Of all days of the year, today is most difficult to speak of forgiveness. And yet, of all days of the year, it is today that we must speak of forgiveness. Even though it is hard. But it is not only today that we confront times we need to forgive. It is not only great national tragedies and global troubles that cause us to face people whom we must forgive, but we meet such times in our every day lives as well.
I wish that I could have good answers about what we should do, how we should forgive, how it is possible. I do not know the answer to all those questions. But what I do know, what we can all know, is that God is gracious and merciful, slow to anger and abounding in steadfast love. The king in the story did not react so angrily with the forgiven slave because the man said, ‘I do not know how to forgive this debt’ or because he said, ‘I do not know what to do’ or ‘I am angry and hurt and do not want to forgive.’ The forgiven slave seized the other man by the throat and demanded he pay the debt immediately and forced him to pay the kind of penalty he himself had been spared for a far greater debt. It was not because the forgiven slave sought to struggle with how to forgive but because he voraciously refused to extend mercy.

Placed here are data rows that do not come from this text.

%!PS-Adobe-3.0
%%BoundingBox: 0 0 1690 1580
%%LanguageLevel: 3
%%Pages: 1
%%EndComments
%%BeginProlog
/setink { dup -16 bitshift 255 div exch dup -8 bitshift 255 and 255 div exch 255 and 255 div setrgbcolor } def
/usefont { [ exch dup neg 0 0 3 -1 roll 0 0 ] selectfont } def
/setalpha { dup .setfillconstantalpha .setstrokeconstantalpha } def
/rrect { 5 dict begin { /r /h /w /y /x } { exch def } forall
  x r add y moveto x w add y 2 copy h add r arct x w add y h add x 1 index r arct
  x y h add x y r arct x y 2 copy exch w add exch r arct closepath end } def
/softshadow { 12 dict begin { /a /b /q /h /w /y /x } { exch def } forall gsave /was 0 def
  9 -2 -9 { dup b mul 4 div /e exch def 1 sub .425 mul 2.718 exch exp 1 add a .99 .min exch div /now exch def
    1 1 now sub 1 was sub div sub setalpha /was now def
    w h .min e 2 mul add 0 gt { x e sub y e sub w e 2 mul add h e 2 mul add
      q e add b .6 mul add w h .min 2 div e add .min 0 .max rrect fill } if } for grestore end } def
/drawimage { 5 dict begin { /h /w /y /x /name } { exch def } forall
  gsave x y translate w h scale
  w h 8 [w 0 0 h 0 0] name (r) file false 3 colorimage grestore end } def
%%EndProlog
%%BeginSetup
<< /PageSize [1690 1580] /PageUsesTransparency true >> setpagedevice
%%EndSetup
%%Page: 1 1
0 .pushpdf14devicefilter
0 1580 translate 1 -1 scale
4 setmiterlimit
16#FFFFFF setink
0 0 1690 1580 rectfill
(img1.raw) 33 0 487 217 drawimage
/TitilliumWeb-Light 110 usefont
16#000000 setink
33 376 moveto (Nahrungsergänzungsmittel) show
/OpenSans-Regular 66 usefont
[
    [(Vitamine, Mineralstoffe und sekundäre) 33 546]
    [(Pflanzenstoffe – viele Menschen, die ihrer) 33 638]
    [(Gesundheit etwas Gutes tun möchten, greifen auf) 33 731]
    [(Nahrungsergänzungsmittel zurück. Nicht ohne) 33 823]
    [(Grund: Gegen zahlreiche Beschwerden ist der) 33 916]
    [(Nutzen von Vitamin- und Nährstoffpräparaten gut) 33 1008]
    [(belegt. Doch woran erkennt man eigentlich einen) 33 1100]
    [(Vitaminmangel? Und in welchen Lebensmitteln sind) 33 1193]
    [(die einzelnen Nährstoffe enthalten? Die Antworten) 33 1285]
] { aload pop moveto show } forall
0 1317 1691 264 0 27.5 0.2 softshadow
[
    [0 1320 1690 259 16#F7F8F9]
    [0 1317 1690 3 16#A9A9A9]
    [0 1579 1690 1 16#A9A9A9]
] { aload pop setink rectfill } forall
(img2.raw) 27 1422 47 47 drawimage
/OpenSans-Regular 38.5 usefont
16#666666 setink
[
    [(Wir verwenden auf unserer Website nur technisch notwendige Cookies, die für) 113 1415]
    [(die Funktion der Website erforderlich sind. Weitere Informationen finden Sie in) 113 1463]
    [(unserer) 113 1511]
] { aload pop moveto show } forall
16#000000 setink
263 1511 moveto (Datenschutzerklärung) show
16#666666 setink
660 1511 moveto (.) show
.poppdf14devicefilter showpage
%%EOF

Years ago, I had a friend who had always had a terrible temper. He had lived a rough life and suffered a great deal of injustice throughout his childhood and young adult years and much of his anger and resentment was completely understandable. Over time, though, he began to be a calmer, gentler person. We talked about it once and he said that he realized that much of his anger grew from his unwillingness to forgive those who had wronged him. He said, ‘Each time I feel overwhelmed with anger I pray ‘Lord Jesus Christ, Son of the Living God, have mercy on me!’ It is an ancient prayer of the church called the Jesus Prayer. Over and over,’ he said, ‘over and over I pray it until my anger subsides. It reminds me that I need mercy from God as much as they need it from me. I need him to teach me how to be merciful and to give me merciful relief from my unforgiving heart.’
Would not the God who is so merciful as to forgive our immeasurable debt be also so merciful as to help us learn to forgive? God is gracious and merciful to us and I believe that if we go to God when we are angry, hurt, damaged by others, too angry to forgive, treated too unjustly to forgive, to afraid to forgive, and tell God these very things and ask God how to forgive, I believe he will help us find a way. God will help us find how to balance justice and mercy, how to forgive debts as we have been forgiven.
Lord Jesus Christ, Son of the Living God, have mercy on us all!